Il virus H5N1 è stato rilevato venerdì in due squaw morte vicino alla stazione di ricerca scientifica argentina Primavera Base, nella penisola antartica.

Ulteriori casi sospetti sono stati segnalati in Stercorari marroni, Stercorari polari e Gabbiani alghe a Hope Bay, Penisola Antartica. Secondo i dati Dal Comitato Scientifico per la Ricerca in Antartide.

“Questa scoperta dimostra per la prima volta che un virus dell’influenza aviaria altamente patogeno ha raggiunto l’Antartide, nonostante la distanza e le barriere naturali che lo separano dagli altri continenti”, ha affermato Spanish. Rapporto del governo La domenica.

Questi sono i primi casi confermati nel continente, a dimostrazione della diffusione del virus nella regione, principalmente attraverso gli uccelli migratori. Si ritiene che l’epidemia di H5N1 abbia ucciso milioni di uccelli selvatici in tutto il mondo a partire dal 2021 e si sia diffusa in tutti i continenti tranne l’Oceania.

L’influenza aviaria ha raggiunto l’intera regione dell’Antartide lo scorso ottobre, quando è stata segnalata nelle sottoisole dell’Antartide. Il virus è stato rilevato per la prima volta nel territorio britannico d’oltremare della Georgia del Sud e delle Isole Sandwich Meridionali, a circa 1.600 km dal continente antartico. È stato trovato anche nelle Isole Falkland, a circa 600 miglia a nord-ovest della Georgia del Sud.

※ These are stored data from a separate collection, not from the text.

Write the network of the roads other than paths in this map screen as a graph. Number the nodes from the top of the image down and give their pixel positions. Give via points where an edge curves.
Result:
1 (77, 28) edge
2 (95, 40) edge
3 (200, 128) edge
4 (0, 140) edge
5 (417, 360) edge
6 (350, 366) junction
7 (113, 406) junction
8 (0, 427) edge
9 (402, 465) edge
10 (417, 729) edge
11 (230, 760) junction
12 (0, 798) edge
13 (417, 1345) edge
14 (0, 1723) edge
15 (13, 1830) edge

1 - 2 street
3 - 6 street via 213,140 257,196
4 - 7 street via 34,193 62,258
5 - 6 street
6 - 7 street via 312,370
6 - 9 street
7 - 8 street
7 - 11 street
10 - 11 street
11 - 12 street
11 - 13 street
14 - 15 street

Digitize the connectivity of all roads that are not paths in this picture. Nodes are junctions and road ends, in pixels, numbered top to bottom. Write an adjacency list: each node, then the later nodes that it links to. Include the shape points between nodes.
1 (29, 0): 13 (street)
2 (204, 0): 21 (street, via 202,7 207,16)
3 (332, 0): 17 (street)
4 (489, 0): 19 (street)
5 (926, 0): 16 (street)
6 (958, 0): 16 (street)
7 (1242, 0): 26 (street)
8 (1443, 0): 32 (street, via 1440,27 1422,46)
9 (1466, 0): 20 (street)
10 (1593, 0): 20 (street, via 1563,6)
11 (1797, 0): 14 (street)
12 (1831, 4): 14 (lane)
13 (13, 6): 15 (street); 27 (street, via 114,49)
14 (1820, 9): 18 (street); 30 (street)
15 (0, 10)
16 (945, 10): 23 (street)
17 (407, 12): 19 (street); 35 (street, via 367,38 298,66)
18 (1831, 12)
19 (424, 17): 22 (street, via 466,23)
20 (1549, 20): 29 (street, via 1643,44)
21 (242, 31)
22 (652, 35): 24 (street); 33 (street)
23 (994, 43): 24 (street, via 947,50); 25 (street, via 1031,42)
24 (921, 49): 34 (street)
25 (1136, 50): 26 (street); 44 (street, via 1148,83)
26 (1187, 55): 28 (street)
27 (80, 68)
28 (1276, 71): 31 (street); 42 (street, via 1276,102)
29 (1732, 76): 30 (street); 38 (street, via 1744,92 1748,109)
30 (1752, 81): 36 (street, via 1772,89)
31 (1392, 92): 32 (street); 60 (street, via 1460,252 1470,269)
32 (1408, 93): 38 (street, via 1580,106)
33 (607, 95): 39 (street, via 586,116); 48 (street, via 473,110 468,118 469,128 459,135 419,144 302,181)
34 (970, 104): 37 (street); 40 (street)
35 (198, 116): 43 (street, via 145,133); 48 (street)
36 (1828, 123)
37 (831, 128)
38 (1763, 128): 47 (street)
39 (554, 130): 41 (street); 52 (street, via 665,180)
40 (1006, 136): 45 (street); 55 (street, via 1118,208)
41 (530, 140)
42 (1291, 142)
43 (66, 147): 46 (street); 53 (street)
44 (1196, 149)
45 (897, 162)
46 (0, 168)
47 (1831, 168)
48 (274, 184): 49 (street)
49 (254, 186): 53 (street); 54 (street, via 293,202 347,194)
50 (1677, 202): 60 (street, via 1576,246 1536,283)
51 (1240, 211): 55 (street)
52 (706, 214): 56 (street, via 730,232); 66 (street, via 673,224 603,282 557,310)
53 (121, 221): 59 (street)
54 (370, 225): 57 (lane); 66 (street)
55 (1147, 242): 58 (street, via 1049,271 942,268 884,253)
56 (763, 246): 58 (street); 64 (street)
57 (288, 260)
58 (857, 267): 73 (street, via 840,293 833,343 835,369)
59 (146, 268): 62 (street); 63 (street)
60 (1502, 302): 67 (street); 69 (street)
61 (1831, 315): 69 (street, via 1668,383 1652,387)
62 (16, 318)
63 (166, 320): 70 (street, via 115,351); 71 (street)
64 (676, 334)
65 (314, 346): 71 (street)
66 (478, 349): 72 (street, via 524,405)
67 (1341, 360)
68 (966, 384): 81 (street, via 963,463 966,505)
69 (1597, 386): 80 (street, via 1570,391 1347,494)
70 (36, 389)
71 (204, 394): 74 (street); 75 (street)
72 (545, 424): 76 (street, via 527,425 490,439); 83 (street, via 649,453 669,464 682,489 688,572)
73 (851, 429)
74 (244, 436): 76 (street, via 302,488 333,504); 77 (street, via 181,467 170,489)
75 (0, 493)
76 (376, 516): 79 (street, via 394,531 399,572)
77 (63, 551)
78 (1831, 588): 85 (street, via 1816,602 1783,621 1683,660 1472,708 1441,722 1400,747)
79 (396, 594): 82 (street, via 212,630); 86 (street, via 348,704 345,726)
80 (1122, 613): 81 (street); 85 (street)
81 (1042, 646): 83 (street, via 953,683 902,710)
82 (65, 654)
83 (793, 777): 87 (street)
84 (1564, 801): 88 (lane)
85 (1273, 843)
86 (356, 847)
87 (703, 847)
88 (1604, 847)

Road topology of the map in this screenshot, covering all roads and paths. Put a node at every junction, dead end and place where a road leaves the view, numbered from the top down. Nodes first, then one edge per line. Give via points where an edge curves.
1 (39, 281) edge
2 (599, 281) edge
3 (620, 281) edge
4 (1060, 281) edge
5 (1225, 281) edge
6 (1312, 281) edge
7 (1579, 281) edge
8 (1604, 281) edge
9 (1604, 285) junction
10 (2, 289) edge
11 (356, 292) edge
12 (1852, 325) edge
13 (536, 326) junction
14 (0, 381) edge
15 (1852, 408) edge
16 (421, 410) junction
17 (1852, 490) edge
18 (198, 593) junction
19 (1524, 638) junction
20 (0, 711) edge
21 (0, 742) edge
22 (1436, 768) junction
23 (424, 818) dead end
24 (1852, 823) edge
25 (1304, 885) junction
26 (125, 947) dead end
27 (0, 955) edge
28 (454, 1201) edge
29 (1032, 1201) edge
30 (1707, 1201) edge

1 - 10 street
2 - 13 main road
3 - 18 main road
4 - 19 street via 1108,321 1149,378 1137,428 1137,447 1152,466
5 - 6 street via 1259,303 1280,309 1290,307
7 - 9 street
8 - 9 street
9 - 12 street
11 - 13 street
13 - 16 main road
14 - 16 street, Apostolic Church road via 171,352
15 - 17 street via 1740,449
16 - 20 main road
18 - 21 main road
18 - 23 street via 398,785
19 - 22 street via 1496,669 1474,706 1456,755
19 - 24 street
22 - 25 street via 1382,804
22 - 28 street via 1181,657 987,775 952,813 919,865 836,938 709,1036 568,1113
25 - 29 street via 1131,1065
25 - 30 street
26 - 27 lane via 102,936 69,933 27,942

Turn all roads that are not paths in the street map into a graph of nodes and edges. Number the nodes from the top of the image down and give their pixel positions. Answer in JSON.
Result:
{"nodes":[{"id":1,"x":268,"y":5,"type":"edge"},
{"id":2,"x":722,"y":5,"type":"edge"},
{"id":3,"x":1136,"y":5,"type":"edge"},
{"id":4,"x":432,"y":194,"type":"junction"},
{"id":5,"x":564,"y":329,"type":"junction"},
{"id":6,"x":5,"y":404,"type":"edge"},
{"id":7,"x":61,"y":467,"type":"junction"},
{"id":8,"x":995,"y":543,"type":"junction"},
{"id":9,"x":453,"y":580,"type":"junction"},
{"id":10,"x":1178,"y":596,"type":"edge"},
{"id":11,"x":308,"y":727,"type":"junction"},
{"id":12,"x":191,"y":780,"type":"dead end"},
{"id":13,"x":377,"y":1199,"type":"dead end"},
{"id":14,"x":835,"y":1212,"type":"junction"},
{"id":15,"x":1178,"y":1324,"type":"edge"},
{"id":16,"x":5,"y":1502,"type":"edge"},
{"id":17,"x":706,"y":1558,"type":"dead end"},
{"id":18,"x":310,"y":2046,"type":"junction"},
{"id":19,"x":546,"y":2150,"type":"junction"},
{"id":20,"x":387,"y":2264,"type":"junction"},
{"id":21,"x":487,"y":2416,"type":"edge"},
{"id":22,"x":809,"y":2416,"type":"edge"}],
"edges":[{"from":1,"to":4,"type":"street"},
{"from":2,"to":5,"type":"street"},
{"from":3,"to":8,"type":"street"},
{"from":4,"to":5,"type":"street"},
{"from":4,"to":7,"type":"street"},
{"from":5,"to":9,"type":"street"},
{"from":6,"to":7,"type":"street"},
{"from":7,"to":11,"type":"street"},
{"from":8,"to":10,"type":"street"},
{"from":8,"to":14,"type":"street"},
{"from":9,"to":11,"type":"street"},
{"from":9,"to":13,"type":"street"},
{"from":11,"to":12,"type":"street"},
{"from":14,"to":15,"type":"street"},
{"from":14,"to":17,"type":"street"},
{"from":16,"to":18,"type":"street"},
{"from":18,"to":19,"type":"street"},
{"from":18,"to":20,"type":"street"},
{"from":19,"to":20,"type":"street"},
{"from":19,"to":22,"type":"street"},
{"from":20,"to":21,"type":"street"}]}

Gli scienziati della stazione di ricerca argentina di Capo Primavera hanno rilevato i primi casi di H5N1 sull’Antartide continentale. Foto: Gerald Corsi/Getty Images/iStockPhoto

Inizialmente è stato segnalato in uccelli come gabbiani, Stercorari e sterne, ma successivamente è stato ritrovato negli albatros, nei pinguini e nei fulmari meridionali. Si è diffuso anche ai mammiferi antartici, con morie di massa di elefanti marini e foche. Il virus infetta anche la fauna selvatica nell’Artico. A dicembre è stata confermata la prima morte di un orso polare a causa del virus H5N1.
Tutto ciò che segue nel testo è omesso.